Blind Unmixing using Dispersion Model-based Autoencoder to Address Spectral Variability

Over the past few decades, researchers have proposed various hyperspectral unmixing (HU) methods. Among these methods, deep learning (DL) has emerged as a promising approach for HU, providing new opportunities for advancement. However, accurately quantifying the presence of spectral variability factors within a mixture remains a challenging task. Therefore, numerous literatures have concerned the HU with spectral variability, in which the variation spectra are generated through the network. However, there is a lack of the connection between the network and spectral variability, so they fail to provide physically meaningful interpretability of spectral variability.

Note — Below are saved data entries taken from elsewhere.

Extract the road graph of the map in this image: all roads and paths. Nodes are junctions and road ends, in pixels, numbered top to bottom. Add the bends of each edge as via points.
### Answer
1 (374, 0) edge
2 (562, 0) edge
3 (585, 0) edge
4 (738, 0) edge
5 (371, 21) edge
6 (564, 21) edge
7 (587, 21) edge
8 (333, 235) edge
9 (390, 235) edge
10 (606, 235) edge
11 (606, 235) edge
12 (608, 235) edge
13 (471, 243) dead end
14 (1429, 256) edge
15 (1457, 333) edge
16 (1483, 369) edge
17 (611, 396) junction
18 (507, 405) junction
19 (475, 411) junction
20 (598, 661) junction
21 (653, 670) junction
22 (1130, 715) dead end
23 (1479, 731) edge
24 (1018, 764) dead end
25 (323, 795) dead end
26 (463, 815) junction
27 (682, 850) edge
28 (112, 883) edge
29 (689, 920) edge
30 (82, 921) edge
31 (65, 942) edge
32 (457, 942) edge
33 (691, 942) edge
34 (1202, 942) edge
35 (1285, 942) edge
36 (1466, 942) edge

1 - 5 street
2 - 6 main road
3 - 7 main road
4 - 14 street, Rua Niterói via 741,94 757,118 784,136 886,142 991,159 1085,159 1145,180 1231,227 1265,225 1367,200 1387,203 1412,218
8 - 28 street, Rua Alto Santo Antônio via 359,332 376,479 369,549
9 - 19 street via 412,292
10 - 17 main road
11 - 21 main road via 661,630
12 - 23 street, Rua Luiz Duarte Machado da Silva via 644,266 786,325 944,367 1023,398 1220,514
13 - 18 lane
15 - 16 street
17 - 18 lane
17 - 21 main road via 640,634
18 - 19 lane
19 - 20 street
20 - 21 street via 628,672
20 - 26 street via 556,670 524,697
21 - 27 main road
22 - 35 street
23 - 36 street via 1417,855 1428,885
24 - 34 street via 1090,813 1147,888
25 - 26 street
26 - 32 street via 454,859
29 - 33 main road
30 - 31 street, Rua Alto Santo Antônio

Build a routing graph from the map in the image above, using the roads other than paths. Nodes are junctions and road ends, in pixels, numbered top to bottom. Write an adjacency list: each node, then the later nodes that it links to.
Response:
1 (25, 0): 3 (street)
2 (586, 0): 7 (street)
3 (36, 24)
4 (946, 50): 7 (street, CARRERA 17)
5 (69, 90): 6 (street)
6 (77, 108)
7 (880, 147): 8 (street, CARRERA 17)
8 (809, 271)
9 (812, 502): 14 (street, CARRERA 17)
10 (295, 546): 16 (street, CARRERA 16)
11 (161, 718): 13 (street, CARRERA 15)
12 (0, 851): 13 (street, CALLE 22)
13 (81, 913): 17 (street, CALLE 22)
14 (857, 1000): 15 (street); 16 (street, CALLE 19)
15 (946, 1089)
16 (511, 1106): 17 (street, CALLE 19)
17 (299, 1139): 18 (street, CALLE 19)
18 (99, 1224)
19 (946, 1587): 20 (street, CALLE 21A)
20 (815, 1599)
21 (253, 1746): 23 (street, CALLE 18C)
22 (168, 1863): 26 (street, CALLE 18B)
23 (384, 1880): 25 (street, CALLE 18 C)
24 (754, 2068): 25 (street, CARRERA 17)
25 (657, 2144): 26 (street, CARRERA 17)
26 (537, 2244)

To this end, we use physics-driven model to represent spectral variability and introduce it to the two-stream autoencoder unmixing network, resulting in the improved endmember and abundance estimations. Specifically, the endmember extraction network learn spectral variability parameters associated the dispersion model to generate the variations of spectra, which enhancing physical interpretability of endmember variability. In addition, the abundance estimation autoencoder network, tied to the endmember extraction network by shared weights, estimates abundances using the reconstructed hyperspectral image. Compared with the state-of-the-art HU approaches on three real hyperspectral image datasets, our method outperforms these techniques with improved unmixing accuracy, especially on endmember estimation.